One night, the Comte Muffat, delirious with jealousy that Nana has chosen an abusive actor over him, wanders these arcades. He pauses before a “window full of knick-knacks, where he [gazes]…at an array of notebooks and cigar-cases, all of which had the same blue swallow stamped on one corner,” then fixes on a “line of little round windows above the shops.” This hints at the hirondelles, the women who work the windows in the arcades’ upper stories, which Walter Benjamin likens to “choir lofts in which the angels that men call ‘swallows’ are nesting.” In The Arcades Project, Benjamin argues that “love for the prostitute is the apotheosis of empathy with the commodity” and that prostitution reveals “the dialectical function of money”: it “buys pleasure and, at the same time, becomes the expression of shame.”
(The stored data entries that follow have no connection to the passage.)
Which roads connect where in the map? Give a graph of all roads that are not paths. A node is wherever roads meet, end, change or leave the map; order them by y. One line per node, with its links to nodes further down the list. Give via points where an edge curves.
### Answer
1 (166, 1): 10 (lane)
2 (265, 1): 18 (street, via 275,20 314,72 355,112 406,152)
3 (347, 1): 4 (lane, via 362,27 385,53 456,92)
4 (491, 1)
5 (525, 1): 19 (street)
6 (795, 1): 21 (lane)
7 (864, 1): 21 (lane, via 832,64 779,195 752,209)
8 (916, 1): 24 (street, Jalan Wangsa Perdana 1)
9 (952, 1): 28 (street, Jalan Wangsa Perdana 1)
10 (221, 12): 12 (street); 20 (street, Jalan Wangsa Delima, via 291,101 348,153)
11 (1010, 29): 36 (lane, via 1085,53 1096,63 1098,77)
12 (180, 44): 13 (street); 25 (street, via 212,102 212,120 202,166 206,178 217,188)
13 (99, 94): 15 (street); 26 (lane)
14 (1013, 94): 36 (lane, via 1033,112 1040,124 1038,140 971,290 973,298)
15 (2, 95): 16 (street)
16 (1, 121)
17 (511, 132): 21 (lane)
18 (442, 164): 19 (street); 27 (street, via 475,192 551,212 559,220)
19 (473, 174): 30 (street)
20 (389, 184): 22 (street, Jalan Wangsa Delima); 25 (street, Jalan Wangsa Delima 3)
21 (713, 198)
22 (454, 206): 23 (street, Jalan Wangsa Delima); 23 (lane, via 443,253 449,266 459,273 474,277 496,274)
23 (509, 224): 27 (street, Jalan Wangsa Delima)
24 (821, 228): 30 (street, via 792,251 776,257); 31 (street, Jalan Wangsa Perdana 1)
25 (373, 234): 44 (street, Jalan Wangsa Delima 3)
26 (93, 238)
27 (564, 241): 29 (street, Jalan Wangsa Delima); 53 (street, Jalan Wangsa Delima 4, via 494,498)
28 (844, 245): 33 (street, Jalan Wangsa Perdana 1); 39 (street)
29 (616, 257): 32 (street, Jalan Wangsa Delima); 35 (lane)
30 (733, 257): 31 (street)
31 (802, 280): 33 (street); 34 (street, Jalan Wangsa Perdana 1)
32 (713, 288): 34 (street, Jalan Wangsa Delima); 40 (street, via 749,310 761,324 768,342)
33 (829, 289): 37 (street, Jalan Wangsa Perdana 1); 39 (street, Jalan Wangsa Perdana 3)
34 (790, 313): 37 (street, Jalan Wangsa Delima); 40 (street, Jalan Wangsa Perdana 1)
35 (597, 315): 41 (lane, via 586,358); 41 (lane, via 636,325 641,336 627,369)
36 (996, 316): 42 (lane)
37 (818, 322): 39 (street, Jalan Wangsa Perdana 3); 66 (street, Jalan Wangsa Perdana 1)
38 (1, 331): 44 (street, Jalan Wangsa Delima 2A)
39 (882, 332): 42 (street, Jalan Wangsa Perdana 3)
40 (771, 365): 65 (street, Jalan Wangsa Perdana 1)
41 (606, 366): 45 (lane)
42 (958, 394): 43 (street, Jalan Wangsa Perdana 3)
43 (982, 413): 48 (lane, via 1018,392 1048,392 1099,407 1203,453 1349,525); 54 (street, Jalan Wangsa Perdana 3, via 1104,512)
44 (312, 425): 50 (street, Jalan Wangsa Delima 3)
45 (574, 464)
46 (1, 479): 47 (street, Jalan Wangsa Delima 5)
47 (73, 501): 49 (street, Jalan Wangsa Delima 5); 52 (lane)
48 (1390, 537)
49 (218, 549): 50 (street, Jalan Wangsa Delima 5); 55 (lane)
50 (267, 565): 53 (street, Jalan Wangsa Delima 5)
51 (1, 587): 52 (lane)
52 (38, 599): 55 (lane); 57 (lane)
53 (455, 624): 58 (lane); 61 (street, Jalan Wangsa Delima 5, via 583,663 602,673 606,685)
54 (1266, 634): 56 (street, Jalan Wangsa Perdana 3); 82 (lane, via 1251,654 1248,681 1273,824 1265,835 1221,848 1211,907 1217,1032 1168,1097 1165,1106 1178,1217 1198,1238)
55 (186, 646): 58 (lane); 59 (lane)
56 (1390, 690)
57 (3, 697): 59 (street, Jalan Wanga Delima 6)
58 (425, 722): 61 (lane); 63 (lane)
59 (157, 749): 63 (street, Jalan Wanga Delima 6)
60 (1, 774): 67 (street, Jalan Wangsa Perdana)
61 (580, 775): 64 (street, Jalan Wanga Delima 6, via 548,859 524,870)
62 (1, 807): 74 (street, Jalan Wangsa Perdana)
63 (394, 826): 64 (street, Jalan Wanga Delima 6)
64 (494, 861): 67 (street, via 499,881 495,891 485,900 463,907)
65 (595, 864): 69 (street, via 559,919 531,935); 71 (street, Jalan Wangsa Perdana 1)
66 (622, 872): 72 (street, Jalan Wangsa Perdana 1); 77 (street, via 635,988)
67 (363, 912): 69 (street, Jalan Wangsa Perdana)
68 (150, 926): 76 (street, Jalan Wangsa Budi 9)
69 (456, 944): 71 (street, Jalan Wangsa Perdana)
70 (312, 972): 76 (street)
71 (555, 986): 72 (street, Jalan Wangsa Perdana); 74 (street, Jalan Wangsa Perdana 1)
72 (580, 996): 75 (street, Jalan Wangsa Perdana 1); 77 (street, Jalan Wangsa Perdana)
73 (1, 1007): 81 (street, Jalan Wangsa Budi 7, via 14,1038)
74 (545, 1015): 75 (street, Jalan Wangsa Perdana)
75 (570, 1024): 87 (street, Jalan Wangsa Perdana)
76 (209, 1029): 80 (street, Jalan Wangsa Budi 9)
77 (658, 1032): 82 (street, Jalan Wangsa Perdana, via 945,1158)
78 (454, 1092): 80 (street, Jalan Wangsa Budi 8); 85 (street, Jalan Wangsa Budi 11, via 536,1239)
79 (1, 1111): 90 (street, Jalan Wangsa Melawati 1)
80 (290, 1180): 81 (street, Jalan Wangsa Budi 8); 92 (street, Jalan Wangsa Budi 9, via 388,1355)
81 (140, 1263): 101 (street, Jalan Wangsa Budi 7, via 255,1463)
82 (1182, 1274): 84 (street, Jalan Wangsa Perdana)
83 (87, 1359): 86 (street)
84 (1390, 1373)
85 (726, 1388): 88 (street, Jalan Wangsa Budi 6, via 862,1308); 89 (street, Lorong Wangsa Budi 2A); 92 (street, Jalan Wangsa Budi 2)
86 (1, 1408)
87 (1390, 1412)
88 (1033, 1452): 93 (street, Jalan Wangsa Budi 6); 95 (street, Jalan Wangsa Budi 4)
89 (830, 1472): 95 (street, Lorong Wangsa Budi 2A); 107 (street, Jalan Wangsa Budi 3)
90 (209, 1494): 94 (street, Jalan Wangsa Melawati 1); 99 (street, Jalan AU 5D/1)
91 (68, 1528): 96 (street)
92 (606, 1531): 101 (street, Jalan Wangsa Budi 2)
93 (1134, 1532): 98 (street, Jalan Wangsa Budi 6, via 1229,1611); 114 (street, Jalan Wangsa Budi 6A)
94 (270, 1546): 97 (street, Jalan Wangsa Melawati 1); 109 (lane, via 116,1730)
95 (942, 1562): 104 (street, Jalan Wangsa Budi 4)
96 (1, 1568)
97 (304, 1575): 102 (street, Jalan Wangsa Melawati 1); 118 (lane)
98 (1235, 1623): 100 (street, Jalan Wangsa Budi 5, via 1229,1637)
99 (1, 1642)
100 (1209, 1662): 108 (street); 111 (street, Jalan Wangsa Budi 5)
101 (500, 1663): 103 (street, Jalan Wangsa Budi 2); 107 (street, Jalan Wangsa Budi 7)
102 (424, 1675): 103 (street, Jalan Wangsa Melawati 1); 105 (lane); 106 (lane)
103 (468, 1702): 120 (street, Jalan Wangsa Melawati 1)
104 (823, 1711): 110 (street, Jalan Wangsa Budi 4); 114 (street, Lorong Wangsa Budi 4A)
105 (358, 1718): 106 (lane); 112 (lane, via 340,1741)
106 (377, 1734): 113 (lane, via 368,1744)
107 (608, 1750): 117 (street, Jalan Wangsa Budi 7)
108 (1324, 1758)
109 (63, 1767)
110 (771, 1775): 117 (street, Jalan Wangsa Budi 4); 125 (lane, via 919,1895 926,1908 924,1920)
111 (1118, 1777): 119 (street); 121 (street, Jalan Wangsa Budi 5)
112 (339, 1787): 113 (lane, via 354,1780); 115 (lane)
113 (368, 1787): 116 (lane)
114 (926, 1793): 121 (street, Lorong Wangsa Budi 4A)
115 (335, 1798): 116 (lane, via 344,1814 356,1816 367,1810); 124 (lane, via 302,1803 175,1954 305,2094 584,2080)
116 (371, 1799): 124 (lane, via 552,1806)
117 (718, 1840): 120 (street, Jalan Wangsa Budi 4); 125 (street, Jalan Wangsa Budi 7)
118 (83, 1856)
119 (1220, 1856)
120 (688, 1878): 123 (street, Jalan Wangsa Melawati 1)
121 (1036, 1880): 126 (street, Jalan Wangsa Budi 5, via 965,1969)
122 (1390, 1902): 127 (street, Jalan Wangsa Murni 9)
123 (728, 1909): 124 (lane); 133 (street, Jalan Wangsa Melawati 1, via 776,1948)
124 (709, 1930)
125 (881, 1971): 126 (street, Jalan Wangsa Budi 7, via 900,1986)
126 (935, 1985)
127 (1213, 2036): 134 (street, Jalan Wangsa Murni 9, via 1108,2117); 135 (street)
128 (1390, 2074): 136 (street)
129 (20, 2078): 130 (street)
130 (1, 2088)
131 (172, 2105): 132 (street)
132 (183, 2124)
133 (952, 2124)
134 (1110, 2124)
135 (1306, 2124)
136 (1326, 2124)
Eventually, Nana brings shame and ruin to nearly all of France:

She alone was left standing, amid the accumulated riches of her mansion, while a host of men lay stricken at her feet. Like those monsters of ancient times whose fearful domains were covered with skeletons, she rested her feet on human skulls and was surrounded by catastrophes.

Two Half-Naked Women Seen from Behind in the Rue des Moulins Brothel; painting by Henri de Toulouse-Lautrec

Henri de Toulouse-Lautrec: Two Half-Naked Women Seen from Behind in the Rue des Moulins Brothel, 1894

This doom is wrought by the corruption that runs in her family’s blood but also by capitalism, which Nana both enacts and becomes: she is compared to an “aqueduct…which had cost millions of francs and ten years of struggle”; to a “port under construction, with hundreds of men sweating in the sun,…building a wall on which workmen were occasionally crushed into a bloody pulp”; and to a “palatial edifice of royal splendour which had been paid for by a single material—sugar.”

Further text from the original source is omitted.